Of the eighty delegates elected to the St. Petersburg workers’ electoral college, the overwhelming majority were Social-Democrats. Many of them had a revolutionary past; they had been persecuted by the police, tried in courts of law, exiled to distant regions. Some of them, however, had not made up their minds about Party differences and were vacillating between the two factions of the Party. Thus it was not clear who would be elected in the second stage of the elections (the selection of electors to the workers’ electoral college) which would determine the choice of the future deputy.
Both the Mensheviks and the Bolsheviks started an intensive campaign among the delegates, trying to win over the doubtful ones. The campaign for electors was even more impetuous than that for the delegates. Here, too, the Duma election law had placed a number of obstacles in our path. No meetings of the delegates were allowed and all attempts to arrange such meetings under some pretext or other were prevented by the police, who watched carefully to ensure that the workers’ delegates should not communicate with one another.

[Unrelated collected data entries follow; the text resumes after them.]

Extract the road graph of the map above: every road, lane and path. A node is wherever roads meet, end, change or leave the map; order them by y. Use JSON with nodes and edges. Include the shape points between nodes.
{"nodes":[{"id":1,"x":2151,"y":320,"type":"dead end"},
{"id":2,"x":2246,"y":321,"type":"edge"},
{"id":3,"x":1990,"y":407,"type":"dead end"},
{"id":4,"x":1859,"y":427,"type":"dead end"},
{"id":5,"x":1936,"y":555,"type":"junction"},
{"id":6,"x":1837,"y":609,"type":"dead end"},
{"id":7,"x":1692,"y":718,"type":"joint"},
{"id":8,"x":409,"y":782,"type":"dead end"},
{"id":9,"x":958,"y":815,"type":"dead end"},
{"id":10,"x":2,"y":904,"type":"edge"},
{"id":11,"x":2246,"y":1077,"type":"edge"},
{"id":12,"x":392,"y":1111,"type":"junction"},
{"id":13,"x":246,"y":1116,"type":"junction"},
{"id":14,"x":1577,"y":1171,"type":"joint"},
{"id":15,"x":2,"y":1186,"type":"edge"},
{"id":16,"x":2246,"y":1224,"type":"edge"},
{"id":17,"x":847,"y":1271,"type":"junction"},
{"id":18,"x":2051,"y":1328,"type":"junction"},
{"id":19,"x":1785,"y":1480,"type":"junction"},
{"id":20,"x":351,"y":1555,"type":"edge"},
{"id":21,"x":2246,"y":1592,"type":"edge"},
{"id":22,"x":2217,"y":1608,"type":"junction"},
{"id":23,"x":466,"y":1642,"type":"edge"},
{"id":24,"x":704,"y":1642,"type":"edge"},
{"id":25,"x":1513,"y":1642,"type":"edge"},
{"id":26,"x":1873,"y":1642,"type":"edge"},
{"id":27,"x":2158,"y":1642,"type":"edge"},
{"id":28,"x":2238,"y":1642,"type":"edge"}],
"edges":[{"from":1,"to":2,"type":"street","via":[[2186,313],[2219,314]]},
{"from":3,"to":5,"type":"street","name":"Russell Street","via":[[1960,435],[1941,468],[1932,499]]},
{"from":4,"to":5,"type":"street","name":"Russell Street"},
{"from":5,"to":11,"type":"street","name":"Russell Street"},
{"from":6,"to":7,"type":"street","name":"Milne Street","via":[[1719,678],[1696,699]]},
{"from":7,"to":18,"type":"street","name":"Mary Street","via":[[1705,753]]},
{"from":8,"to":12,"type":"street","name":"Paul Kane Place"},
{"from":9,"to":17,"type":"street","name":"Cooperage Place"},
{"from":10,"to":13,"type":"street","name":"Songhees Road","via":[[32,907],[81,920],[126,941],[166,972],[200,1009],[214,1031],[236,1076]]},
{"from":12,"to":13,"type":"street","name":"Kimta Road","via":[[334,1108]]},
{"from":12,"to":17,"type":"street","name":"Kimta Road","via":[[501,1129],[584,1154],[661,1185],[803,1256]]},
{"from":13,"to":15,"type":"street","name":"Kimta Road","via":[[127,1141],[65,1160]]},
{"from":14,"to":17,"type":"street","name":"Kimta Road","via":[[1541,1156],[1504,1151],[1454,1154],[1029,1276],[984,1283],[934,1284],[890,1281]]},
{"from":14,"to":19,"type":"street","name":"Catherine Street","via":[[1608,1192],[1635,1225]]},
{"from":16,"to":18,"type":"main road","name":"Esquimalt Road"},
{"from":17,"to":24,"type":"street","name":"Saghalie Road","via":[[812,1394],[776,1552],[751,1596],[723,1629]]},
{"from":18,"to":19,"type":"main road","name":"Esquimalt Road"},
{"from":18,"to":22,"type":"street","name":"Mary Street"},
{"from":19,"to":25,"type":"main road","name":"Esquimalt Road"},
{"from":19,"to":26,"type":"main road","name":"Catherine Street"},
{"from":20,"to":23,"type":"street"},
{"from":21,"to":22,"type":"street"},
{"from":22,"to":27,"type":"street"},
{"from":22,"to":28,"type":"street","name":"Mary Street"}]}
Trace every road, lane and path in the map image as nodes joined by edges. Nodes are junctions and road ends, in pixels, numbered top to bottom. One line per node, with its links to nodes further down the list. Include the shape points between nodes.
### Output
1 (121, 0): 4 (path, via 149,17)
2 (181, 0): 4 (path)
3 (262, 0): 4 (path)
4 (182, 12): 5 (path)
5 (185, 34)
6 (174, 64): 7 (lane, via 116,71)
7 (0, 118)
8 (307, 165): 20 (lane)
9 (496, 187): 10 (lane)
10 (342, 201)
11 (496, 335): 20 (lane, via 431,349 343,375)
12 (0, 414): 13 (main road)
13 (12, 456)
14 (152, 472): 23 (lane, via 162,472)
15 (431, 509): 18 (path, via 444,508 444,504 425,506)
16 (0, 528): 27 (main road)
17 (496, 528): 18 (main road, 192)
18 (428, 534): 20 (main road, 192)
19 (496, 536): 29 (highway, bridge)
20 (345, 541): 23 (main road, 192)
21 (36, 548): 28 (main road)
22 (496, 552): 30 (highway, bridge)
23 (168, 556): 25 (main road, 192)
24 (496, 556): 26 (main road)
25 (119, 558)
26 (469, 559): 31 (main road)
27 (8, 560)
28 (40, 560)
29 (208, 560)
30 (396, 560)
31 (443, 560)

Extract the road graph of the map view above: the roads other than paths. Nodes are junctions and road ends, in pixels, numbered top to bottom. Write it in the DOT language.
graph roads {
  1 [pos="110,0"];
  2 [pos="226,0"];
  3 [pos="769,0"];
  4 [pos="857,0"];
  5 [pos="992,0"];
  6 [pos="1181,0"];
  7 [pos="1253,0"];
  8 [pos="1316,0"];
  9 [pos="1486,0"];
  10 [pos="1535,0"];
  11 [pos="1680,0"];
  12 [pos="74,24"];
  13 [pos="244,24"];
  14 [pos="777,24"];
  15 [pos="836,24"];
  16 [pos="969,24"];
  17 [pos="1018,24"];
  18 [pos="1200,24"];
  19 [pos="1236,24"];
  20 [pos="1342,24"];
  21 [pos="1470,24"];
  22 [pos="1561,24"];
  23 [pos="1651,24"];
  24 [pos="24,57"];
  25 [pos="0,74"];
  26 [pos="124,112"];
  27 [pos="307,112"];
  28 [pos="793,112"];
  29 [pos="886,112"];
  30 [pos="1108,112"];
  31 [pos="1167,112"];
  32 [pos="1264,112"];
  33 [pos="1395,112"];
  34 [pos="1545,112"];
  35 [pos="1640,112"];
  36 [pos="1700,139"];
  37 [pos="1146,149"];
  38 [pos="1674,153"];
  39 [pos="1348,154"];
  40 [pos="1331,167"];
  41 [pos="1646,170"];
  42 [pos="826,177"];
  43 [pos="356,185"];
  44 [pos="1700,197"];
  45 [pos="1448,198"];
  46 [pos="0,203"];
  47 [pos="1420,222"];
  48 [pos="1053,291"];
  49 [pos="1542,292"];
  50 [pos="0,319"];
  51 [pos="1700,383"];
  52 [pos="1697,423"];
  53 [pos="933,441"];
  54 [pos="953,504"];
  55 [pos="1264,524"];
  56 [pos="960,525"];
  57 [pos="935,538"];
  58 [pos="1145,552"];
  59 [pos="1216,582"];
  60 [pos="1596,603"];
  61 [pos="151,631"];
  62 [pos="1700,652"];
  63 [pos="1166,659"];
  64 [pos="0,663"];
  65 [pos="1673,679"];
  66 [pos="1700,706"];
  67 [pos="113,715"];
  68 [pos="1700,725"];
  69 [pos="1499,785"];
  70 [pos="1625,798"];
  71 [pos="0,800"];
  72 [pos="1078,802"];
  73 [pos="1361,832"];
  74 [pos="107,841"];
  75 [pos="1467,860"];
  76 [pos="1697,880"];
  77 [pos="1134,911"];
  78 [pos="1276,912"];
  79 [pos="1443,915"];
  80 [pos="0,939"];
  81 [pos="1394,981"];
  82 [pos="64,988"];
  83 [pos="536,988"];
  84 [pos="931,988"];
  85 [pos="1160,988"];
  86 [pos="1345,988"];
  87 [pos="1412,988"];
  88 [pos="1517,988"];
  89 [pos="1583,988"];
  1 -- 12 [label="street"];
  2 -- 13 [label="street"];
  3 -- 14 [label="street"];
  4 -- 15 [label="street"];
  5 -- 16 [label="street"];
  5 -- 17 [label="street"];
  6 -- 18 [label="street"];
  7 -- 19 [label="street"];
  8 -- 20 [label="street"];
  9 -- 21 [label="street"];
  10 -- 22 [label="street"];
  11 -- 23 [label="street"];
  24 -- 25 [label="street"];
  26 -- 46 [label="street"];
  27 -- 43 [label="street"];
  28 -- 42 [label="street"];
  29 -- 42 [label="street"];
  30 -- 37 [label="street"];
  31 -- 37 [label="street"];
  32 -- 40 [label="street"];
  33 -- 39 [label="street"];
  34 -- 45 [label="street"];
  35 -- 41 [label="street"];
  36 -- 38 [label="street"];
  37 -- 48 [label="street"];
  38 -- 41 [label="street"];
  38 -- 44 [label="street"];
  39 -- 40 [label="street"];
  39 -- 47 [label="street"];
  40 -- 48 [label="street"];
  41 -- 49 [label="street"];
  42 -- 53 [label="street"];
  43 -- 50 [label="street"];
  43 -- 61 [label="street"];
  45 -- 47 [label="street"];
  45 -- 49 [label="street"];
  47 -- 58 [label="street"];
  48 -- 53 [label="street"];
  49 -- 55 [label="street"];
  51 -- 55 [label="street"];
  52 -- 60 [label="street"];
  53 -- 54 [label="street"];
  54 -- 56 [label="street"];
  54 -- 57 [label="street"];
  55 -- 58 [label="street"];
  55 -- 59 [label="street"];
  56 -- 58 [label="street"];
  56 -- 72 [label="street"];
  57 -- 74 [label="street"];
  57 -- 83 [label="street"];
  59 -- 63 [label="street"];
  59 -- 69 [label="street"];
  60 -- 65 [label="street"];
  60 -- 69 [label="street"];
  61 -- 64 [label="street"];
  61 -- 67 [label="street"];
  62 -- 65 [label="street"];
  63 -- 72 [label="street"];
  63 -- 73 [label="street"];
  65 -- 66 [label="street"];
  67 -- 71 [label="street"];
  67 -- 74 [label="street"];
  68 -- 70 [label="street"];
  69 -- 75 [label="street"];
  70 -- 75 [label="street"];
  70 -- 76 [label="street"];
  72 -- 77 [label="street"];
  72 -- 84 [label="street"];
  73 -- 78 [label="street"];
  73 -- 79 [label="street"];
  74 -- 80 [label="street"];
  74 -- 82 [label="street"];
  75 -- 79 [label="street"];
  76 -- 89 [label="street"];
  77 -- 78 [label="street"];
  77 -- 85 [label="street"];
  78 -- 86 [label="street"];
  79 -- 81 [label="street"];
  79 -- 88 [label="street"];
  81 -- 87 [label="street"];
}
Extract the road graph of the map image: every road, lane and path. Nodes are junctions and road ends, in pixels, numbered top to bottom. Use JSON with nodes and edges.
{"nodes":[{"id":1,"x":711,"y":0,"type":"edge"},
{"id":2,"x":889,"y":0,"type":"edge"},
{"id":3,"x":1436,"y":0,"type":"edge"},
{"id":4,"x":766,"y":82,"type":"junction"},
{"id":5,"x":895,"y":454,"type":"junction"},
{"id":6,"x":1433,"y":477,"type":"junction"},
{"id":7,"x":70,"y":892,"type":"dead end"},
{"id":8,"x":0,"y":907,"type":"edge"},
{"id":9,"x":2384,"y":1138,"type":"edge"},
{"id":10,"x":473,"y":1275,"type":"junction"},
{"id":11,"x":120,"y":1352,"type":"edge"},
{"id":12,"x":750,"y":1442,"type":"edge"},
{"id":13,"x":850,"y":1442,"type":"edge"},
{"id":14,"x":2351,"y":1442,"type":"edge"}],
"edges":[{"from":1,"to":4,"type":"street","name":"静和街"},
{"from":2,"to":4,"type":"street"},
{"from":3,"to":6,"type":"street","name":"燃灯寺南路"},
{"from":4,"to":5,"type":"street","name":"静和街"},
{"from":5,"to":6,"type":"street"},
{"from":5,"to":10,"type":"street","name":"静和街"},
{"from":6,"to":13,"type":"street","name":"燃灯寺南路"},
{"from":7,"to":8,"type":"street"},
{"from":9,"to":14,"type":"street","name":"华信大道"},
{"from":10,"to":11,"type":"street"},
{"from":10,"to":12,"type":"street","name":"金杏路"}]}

For this reason press campaigns played an enormous part in the second stage of the elections. Pravda and Luch (The Ray) [2] agitated for their respective factions, calling on the delegates to vote for their candidates. Both factions mobilised the entire arsenal of their arguments, and the polemics between these two newspapers were even more bitter than during the election of the delegates.
The principal argument of the Menshevik-Liquidators against the Bolsheviks was the accusation that the latter were breaking the unity of the working class. By this talk of unity the Mensheviks attempted to side-track the discussion of political programmes, for they knew beforehand that they would be beaten on that issue. Whilst evading this discussion in every possible way, they continually cried out for “agreement,” “unity” and “personal candidates.”
“The only way out of the difficult situation,” wrote Luch, “is through an agreement between the Social-Democratic factions, or failing that, between the Social-Democratic delegates, for the purpose of united action at the congress of delegates and of electing from the Social-Democratic delegates – irrespective of their tendencies – the most steadfast electors to be chosen on account of their personal qualities.”
This was indeed the only way out for the Mensheviks, because under the flag of “the most steadfast, to be chosen on account of their personal qualities,” it was possible to elect a man with any political platform, consequently also a Menshevik, even if the Mensheviks were not in a majority among the representatives.
Pravda, exposing the Mensheviks, wrote that there was no occasion to be afraid of a struggle within the working class, that such a struggle would not destroy unity but, on the contrary, would strengthen it in the future.
This struggle is inevitable, since the workers have to decide which tactics the Social-Democratic fraction in the Duma should adopt. This struggle – we specially stress this – will not endanger in the slightest the unity of the working class, for the question now is whether this or that delegate be chosen as elector. The workers must and will act unitedly, but precisely for the sake of this unity it is necessary that the workers’ deputy should represent the views of the majority and not those of the minority.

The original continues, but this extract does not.